Caroline is heavily involved in foreign direct investment (FDI) projects. She's played a role in welcoming some of the world's biggest tech firms here, as well as other global organisations.
She says "the people agenda" in Northern Ireland is what draws the outsiders in, adding: "For a long time I've been involved in helping where I can when Invest NI hosts businesses here. I explain the tax, finance side of things. They are predominantly US firms but there are also some names from Hong Kong and I enjoy meeting those companies to talk about Northern Ireland and highlighting the selling points because these firms are creating jobs here, high value jobs, and creating the entrepreneurs of the future.
"The quality of people we have here is the main thing that appeals to these companies and that's pleasing to see. And when we have big names here growing and being successful that sends out a message. Many people who come to work and live here are also enjoying the lifestyle and the smaller commute times and those are the really good messages going out."

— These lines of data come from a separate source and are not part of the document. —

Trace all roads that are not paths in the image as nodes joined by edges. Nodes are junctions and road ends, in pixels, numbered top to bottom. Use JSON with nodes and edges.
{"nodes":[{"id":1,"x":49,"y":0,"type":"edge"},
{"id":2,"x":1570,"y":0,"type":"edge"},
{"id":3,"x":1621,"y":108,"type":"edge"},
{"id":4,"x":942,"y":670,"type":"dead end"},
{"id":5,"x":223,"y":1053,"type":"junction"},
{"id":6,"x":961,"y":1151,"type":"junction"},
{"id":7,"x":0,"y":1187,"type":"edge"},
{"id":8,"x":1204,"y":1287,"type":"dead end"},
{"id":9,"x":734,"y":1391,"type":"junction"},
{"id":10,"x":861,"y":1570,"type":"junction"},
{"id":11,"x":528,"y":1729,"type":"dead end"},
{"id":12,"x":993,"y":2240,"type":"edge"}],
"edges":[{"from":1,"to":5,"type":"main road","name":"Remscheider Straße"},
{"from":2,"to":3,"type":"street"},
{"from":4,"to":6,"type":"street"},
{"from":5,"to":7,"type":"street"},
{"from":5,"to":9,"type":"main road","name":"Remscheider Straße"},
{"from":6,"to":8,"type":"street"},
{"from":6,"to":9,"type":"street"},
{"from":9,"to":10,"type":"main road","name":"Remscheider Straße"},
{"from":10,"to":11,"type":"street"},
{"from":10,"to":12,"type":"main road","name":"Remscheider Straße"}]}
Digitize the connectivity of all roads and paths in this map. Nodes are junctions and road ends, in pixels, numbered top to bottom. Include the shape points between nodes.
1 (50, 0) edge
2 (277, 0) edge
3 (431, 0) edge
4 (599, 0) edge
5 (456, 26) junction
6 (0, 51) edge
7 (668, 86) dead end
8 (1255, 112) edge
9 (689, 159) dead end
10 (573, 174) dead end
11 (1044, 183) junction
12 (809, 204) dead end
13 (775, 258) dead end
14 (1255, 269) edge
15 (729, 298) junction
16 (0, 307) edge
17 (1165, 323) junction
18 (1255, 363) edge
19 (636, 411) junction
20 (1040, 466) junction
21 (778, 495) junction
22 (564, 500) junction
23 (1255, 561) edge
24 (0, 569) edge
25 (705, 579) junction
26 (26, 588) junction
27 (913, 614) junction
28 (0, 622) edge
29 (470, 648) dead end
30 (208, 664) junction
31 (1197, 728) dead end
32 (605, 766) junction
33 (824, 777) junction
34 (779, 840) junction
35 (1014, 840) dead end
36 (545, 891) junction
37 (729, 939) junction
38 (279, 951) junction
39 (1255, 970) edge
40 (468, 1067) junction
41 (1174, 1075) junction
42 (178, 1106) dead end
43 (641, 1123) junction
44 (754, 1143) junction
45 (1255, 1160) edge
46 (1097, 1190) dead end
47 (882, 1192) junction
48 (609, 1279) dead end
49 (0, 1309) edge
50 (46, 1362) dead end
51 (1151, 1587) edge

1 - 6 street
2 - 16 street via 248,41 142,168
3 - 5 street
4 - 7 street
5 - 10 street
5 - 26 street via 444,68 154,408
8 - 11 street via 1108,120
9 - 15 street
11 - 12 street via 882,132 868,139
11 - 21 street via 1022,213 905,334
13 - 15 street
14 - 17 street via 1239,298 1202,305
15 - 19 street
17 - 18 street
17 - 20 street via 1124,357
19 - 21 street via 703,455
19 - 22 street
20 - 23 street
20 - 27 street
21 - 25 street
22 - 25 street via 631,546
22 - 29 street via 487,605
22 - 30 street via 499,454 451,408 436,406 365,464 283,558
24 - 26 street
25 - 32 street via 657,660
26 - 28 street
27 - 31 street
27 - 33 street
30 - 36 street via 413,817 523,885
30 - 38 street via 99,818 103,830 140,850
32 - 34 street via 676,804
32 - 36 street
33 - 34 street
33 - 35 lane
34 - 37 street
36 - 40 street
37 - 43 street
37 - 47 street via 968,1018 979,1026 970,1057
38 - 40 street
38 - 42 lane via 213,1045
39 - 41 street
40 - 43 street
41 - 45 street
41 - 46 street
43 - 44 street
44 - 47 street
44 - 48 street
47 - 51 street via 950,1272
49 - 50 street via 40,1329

Looking at individual sectors suffering most in the uncertain climate, Caroline says retail has been hit hard. She attributes changing consumer trends to the demise of many retail firms, while more positively hotel and leisure clients are reaping the rewards of a burgeoning tourism scene here.
Looking to her own future, Caroline has many goals that she's keen to achieve, not all of which are in the financial world.
A member on numerous boards, including the Aerospace Defence and Security and Space (ADS), she enjoys shaping decisions and influencing plans but there is one area she is still keen to dig her heels into and that's media commentary.
"I do enjoy keeping up to date with what's happening in the economy," she adds. "Some of the plans in government and strategies, health sector reform, the budget and its impact etc, that's the kind of thing I like to interpret and to be able to do that for the lay person is something I'm interested in.
"I also like debates, listening to views and sharing my own," she adds.
In her current role, Caroline says she loves nothing more than to get out and visit clients where she gets a buzz. Concluding she adds: "In your career you always tend to think, what next. For me that will be in the charity side of things. From counselling to cancer charities when I do have the time, when the children need me less I plan to give back.
"Both Eugene and my mother died of cancer and we were lucky to get the support we received, so to help offer that to more people would be a gift."